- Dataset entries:

◆ ◆ ◆ ◆ ◆

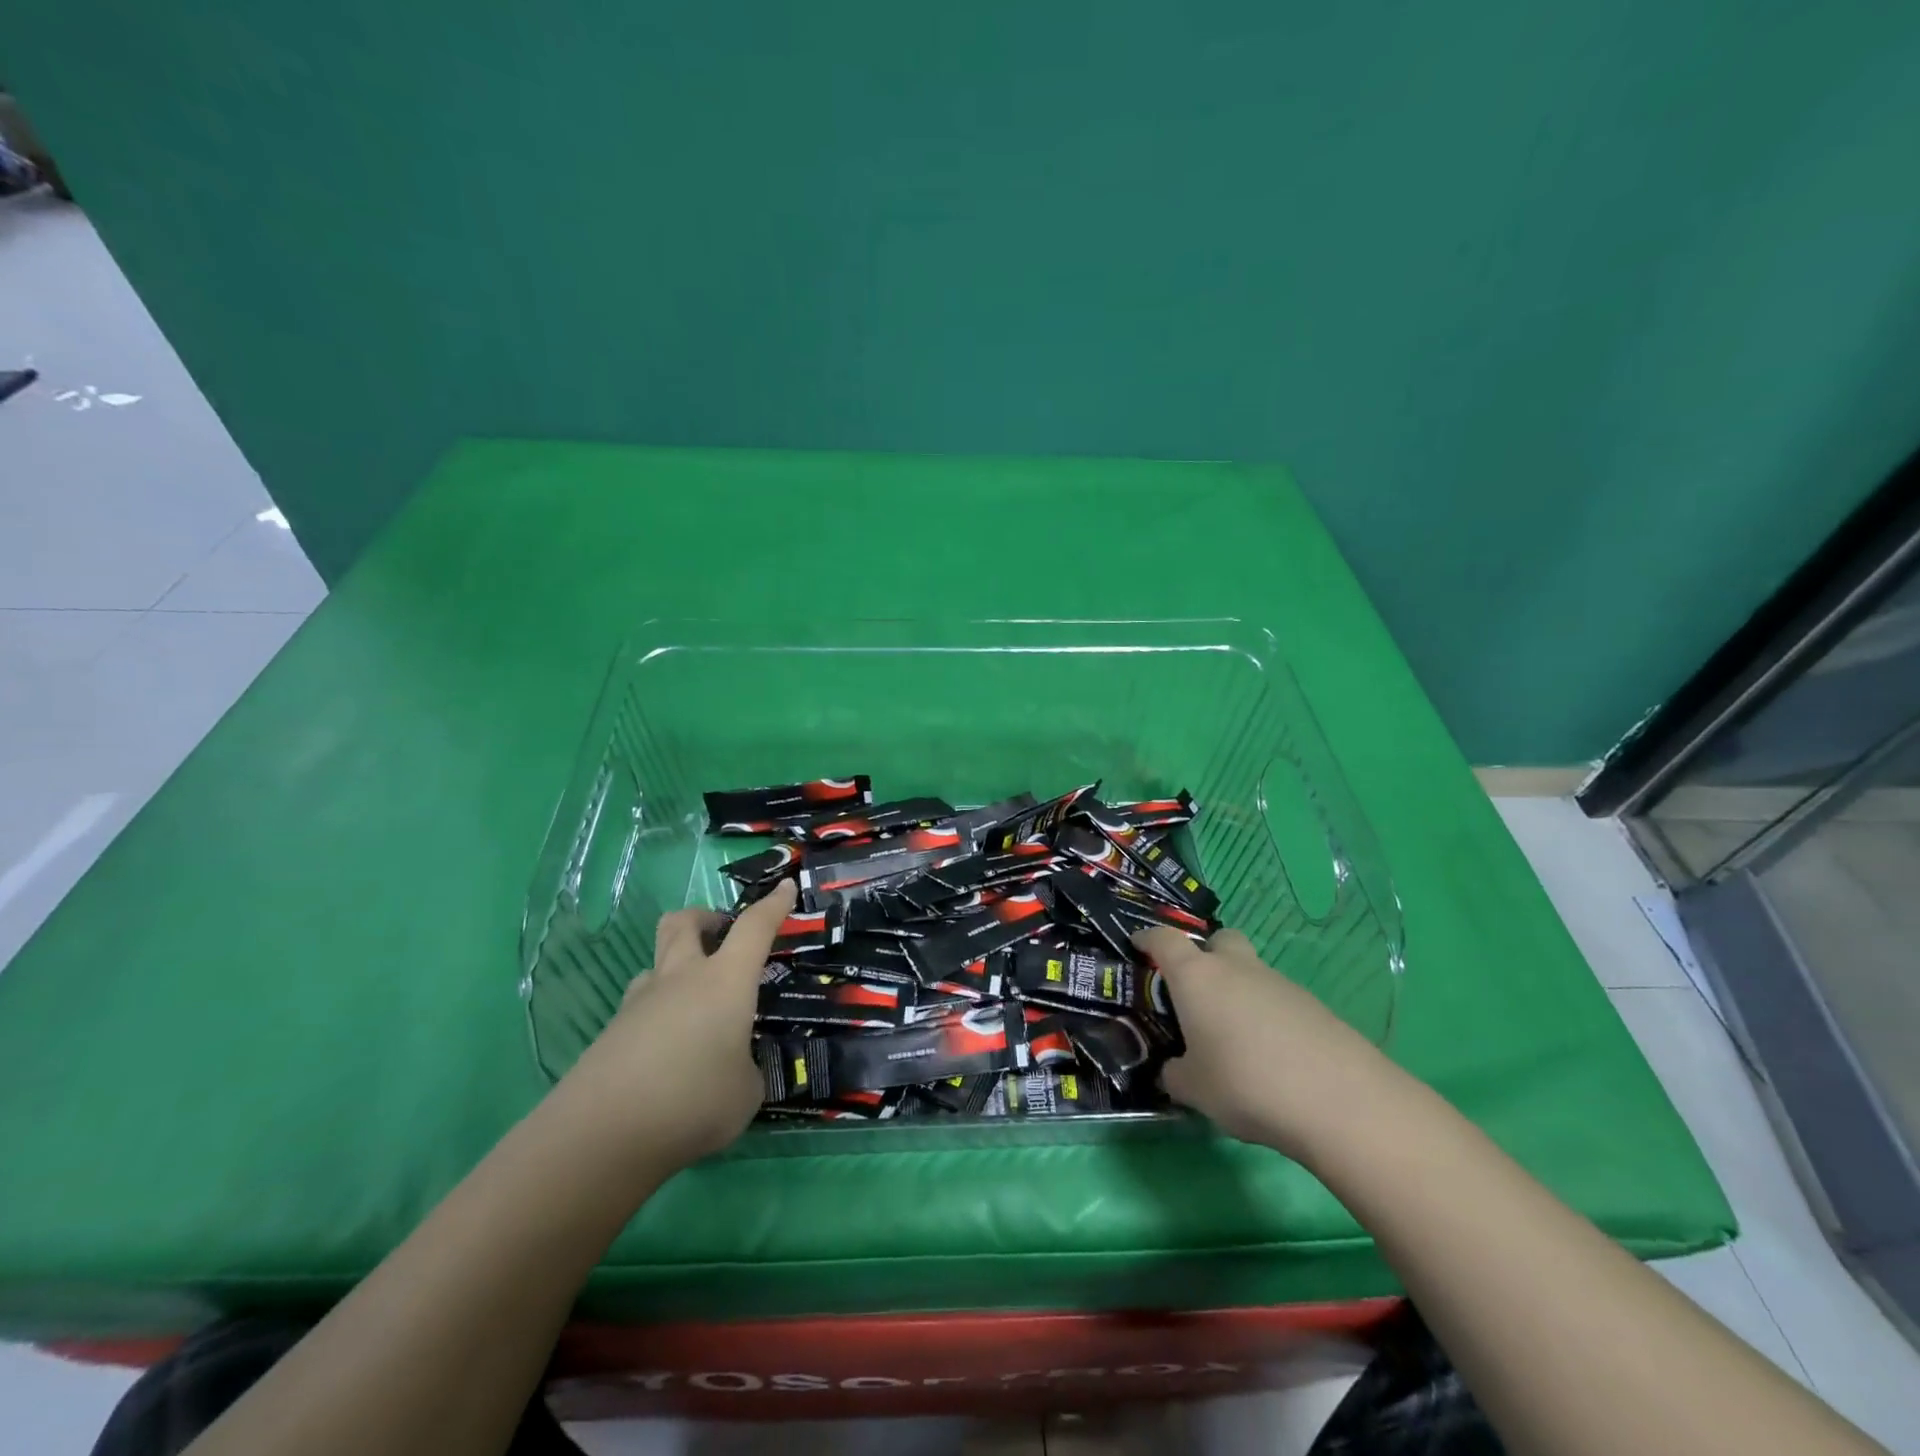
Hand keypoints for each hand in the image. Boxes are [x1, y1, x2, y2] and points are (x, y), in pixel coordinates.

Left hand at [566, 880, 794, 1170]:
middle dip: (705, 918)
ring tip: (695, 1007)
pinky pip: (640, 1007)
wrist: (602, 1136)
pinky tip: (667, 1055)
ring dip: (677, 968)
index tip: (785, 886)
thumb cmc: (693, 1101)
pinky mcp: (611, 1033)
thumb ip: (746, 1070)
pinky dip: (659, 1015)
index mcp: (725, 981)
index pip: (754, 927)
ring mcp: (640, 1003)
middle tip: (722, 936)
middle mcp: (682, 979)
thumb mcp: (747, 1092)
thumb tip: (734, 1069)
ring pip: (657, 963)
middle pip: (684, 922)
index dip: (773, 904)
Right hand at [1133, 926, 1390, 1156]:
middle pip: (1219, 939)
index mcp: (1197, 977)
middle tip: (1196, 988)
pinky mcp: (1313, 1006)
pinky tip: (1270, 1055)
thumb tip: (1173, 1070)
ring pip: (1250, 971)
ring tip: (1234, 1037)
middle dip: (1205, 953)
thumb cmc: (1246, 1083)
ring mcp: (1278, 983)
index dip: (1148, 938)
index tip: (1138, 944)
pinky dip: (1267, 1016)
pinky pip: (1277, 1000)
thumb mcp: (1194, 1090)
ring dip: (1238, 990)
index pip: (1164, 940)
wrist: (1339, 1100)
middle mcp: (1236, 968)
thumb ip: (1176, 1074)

◆ ◆ ◆ ◆ ◆

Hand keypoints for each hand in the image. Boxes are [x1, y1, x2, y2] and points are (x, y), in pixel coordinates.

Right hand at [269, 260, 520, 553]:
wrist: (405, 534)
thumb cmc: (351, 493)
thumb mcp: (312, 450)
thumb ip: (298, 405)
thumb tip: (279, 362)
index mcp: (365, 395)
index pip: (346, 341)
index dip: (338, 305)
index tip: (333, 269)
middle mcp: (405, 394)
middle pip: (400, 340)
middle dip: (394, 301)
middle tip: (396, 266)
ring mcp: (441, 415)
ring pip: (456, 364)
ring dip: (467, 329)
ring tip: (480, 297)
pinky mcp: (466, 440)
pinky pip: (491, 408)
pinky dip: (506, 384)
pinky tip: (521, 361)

◆ ◆ ◆ ◆ ◆

- EXERCISE INSTRUCTIONS: Would you please repeat exactly the lines above, starting at the line with "middle dip: (1205, 953)" and stopping at the line with "thumb ip: (1176, 1074)", both included?

- ANSWER:
middle dip: (1205, 953)
thumb cmc: (1246, 1083)
ring mcp: (1278, 983)
index dip: (1148, 938)
index tip: (1138, 944)
pinky dip: (1267, 1016)
pinky pip: (1277, 1000)
thumb mcp: (1194, 1090)
ring dip: (1238, 990)
index pip: (1164, 940)
wrist: (1339, 1100)
middle mcp: (1236, 968)
thumb ip: (1176, 1074)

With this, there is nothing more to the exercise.